For this exercise, reproduce the records exactly as they stand and do not carry any images over.

[Data records]
====

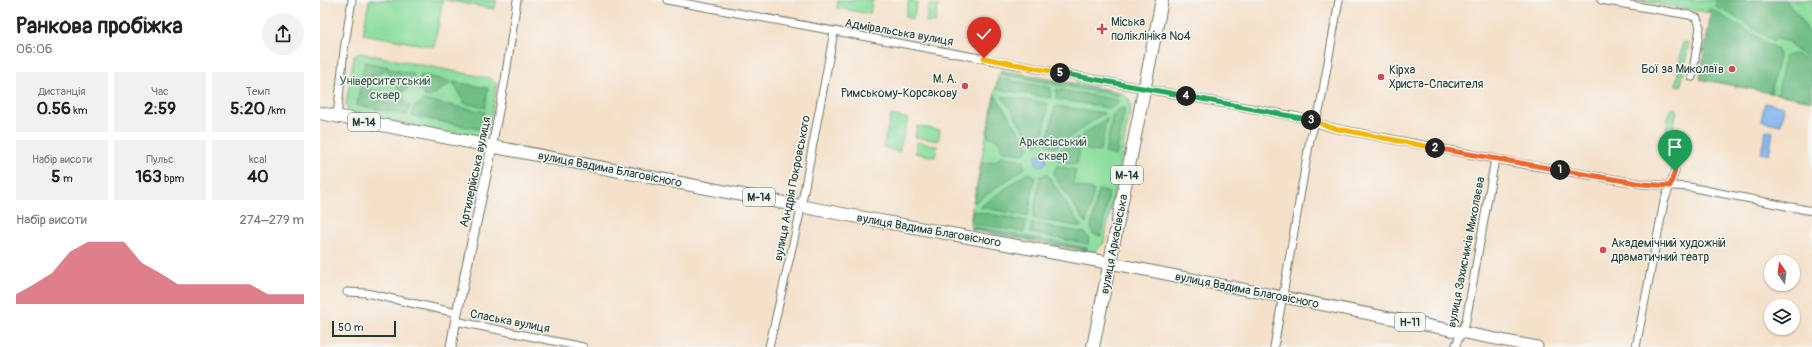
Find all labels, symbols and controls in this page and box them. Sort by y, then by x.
text: Ранкова пробіжка [16,12,183,40]
button: share [262,13,304,55]
place label: Міська поліклініка №4 [1111,15,1191,44]
street label: Адміральська вулиця [843,16,955,49]
pin [967,17,1001,58]
icon: check [973,23,995,45]
marker: Міська поліклініка №4 [1096,23,1108,35]
text: 06:06 [16,41,52,57]
place label: Бої за Миколаїв [1641,62,1724,77]
pin: 5 [1050,63,1070,83]
place label: Кірха Христа-Спасителя [1389,63,1484,92]
marker: Бої за Миколаїв [1727,64,1737,74]
text: 5 [1057,66,1063,79]
place label: М. А. Римському-Корсакову [841,72,957,101]
marker: Кірха Христа-Спасителя [1376,72,1386,82]
park label: Університетський сквер [339,74,431,103]
marker: М. А. Римському-Корсакову [960,81,970,91]
text: Дистанція [38,85,86,98]
text: Час [151,85,169,98]
text: Темп [246,85,270,98]
pin: 4 [1176,86,1196,106]
text: 4 [1183,89,1189,102]
text: 0.56 [36,98,71,119]
text: 2:59 [144,98,176,119]
text: 5:20 [230,98,265,119]
text: km [71,104,88,117]
text: /km [265,104,286,117]
pin: 3 [1301,110,1321,130]
road number: М-14 [348,113,380,131]
street label: вулиця Андрія Покровського [771,113,814,262]
text: 3 [1308,113,1314,126]
street label: Артилерійська вулиця [456,115,495,229]
pin [1658,130,1692,171]
park label: Аркасівський сквер [1019,135,1087,164]
icon: arrive [1664,136,1686,158]
pin: 2 [1425,138,1445,158]
text: 2 [1432,141,1438,154]
street label: вулиця Вадима Благовісного [537,148,684,191]
text: Набір висоти [32,153,92,166]
text: Пульс [146,153,174,166]
text: kcal [249,153,267,166]
pin: 1 [1550,160,1570,180]
text: 1 [1558,163,1562,176]
text: 5 [51,166,61,187]
text: 163 [136,166,162,187]
text: 40 [247,166,269,187]
road number: М-14 [1111,166,1143,184]
text: m [61,172,73,185]
text: bpm [162,172,184,185]
street label: вулиця Захисників Миколаєва [1445,175,1489,329]
road number: М-14 [743,188,775,206]
street label: вулиця Аркасівська [1097,193,1132,295]
street label: вулиця Вадима Благовісного [856,210,1003,251]
text: Набір висоти [16,212,87,228]
text: 274–279 m [239,212,304,228]
place label: Академічний художній драматичний театр [1611,236,1726,265]
marker: Академічний художній драматичний театр [1598,245,1608,255]
north arrow [1764,255,1800,291]
map controls [1764,255,1800,335]
street label: вулиця Вадима Благовісного [1174,269,1321,312]
button: layers [1764,299,1800,335]
street label: Спаська вулиця [469,306,551,337]
road number: Н-11 [1395,313,1425,331]
scale bar [332,319,396,338]
text: 50 m [338,321,364,334]

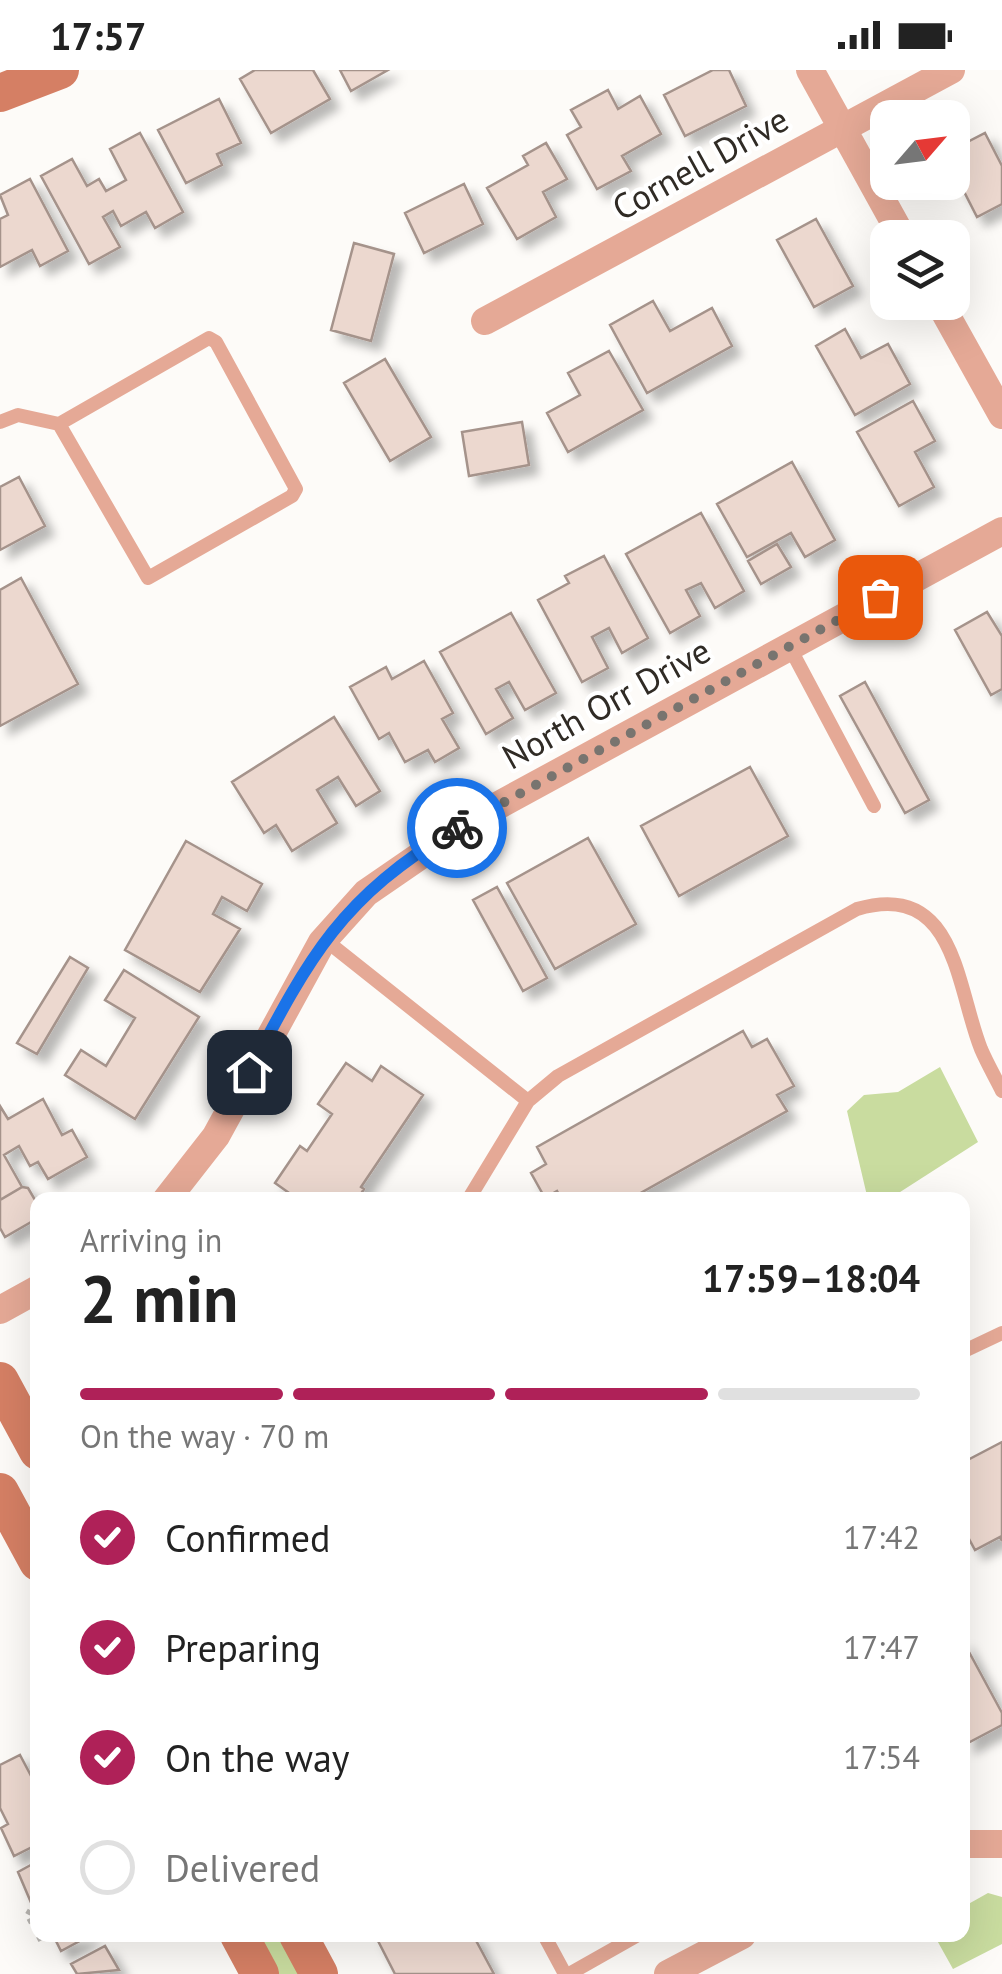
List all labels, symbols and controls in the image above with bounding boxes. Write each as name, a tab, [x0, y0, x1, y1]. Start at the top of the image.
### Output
text: 17:57	[50, 11, 146, 60]
street label: Cornell Drive	[604, 96, 796, 230]
north arrow	[870, 100, 970, 200]
map controls	[870, 100, 970, 320]
button: layers	[870, 220, 970, 320]
pin	[838, 555, 923, 640]
icon: bag	[853, 570, 908, 625]
street label: North Orr Drive	[494, 627, 718, 779]
courier	[407, 778, 507, 878]
icon: bike	[430, 801, 485, 856]
pin	[207, 1030, 292, 1115]
icon: home	[222, 1045, 277, 1100]
text: Arriving in	[80, 1219, 222, 1261]
text: 17:59–18:04	[702, 1253, 920, 1302]
text: 2 min	[80, 1256, 239, 1340]
text: On the way · 70 m	[80, 1415, 329, 1457]
icon: check	[80, 1510, 135, 1565]
text: Confirmed	[165, 1513, 331, 1562]
text: 17:42	[843, 1516, 920, 1558]
icon: check	[80, 1620, 135, 1675]
text: Preparing	[165, 1623, 321, 1672]
text: 17:47	[843, 1626, 920, 1668]
icon: check	[80, 1730, 135, 1785]
text: On the way	[165, 1733, 350, 1782]
text: 17:54	[843, 1736, 920, 1778]
text: Delivered	[165, 1843, 320, 1892]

====

■ Result ■
Find all labels, symbols and controls in this page and box them. Sort by y, then by x.
text: Ранкова пробіжка [16,12,183,40]
button: share [262,13,304,55]
place label: Міська поліклініка №4 [1111,15,1191,44]
street label: Адміральська вулиця [843,16,955,49]
pin [967,17,1001,58]
icon: check [973,23,995,45]
marker: Міська поліклініка №4 [1096,23,1108,35]
text: 06:06 [16,41,52,57]
place label: Бої за Миколаїв [1641,62,1724,77]
pin: 5 [1050,63,1070,83]
place label: Кірха Христа-Спасителя [1389,63,1484,92]
marker: Бої за Миколаїв [1727,64,1737,74]
text: 5 [1057,66,1063,79]
place label: М. А. Римському-Корсакову [841,72,957,101]
marker: Кірха Христа-Спасителя [1376,72,1386,82]
park label: Університетський сквер [339,74,431,103]
marker: М. А. Римському-Корсакову [960,81,970,91]
text: Дистанція [38,85,86,98]
text: Час [151,85,169,98]
text: Темп [246,85,270,98]
pin: 4 [1176,86,1196,106]
text: 4 [1183,89,1189,102]
text: 0.56 [36,98,71,119]
text: 2:59 [144,98,176,119]
text: 5:20 [230,98,265,119]
text: km [71,104,88,117]
text: /km [265,104,286,117]
pin: 3 [1301,110,1321,130]
road number: М-14 [348,113,380,131]
street label: вулиця Андрія Покровського [771,113,814,262]
text: 3 [1308,113,1314,126]
street label: Артилерійська вулиця [456,115,495,229]
pin [1658,130,1692,171]
park label: Аркасівський сквер [1019,135,1087,164]
icon: arrive [1664,136,1686,158]
pin: 2 [1425,138,1445,158]
text: 2 [1432,141,1438,154]
street label: вулиця Вадима Благовісного [537,148,684,191]
text: Набір висоти [32,153,92,166]
text: Пульс [146,153,174,166]
text: kcal [249,153,267,166]
pin: 1 [1550,160,1570,180]
text: 1 [1558,163,1562,176]
text: 5 [51,166,61,187]
text: 163 [136,166,162,187]
text: 40 [247,166,269,187]
road number: М-14 [1111,166,1143,184]
text: m [61,172,73,185]
text: bpm [162,172,184,185]
street label: вулиця Захисників Миколаєва [1445,175,1489,329]
road number: М-14 [743,188,775,206]
street label: вулиця Аркасівська [1097,193,1132,295]
street label: вулиця Вадима Благовісного [856,210,1003,251]
text: Набір висоти [16,212,87,228]
text: 274–279 m [239,212,304,228]
place label: Академічний художній драматичний театр [1611,236,1726,265]
marker: Академічний художній драматичний театр [1598,245,1608,255]
north arrow [1764,255,1800,291]
map controls [1764,255,1800,335]
street label: вулиця Вадима Благовісного [1174,269,1321,312]
button: layers [1764,299,1800,335]
street label: Спаська вулиця [469,306,551,337]
road number: Н-11 [1395,313,1425,331]
scale bar [332,319,396,338]
text: 50 m [338,321,364,334]

List all labels, symbols and controls in the image above with bounding boxes. Write each as name, a tab, [x0, y0, x1, y1]. Start at the top of the image.
### Output
text: 17:57	[50, 11, 146, 60]
street label: Cornell Drive	[604, 96, 796, 230]
north arrow	[870, 100, 970, 200]
map controls	[870, 100, 970, 320]
button: layers	[870, 220, 970, 320]
pin	[838, 555, 923, 640]
icon: bag	[853, 570, 908, 625]
street label: North Orr Drive	[494, 627, 718, 779]
courier	[407, 778, 507, 878]
icon: bike	[430, 801, 485, 856]
pin	[207, 1030, 292, 1115]
icon: home	[222, 1045, 277, 1100]
text: Arriving in	[80, 1219, 222, 1261]
text: 17:59–18:04	[702, 1253, 920, 1302]
text: 2 min	[80, 1256, 239, 1340]
text: On the way · 70 m	[80, 1415, 329, 1457]
icon: check	[80, 1510, 135, 1565]
text: Confirmed	[165, 1513, 331, 1562]
text: 17:42	[843, 1516, 920, 1558]
icon: check	[80, 1620, 135, 1675]
text: Preparing	[165, 1623, 321, 1672]
text: 17:47	[843, 1626, 920, 1668]
icon: check	[80, 1730, 135, 1785]
text: On the way	[165, 1733, 350, 1782]
text: 17:54	[843, 1736, 920, 1778]
text: Delivered	[165, 1843, 320, 1892]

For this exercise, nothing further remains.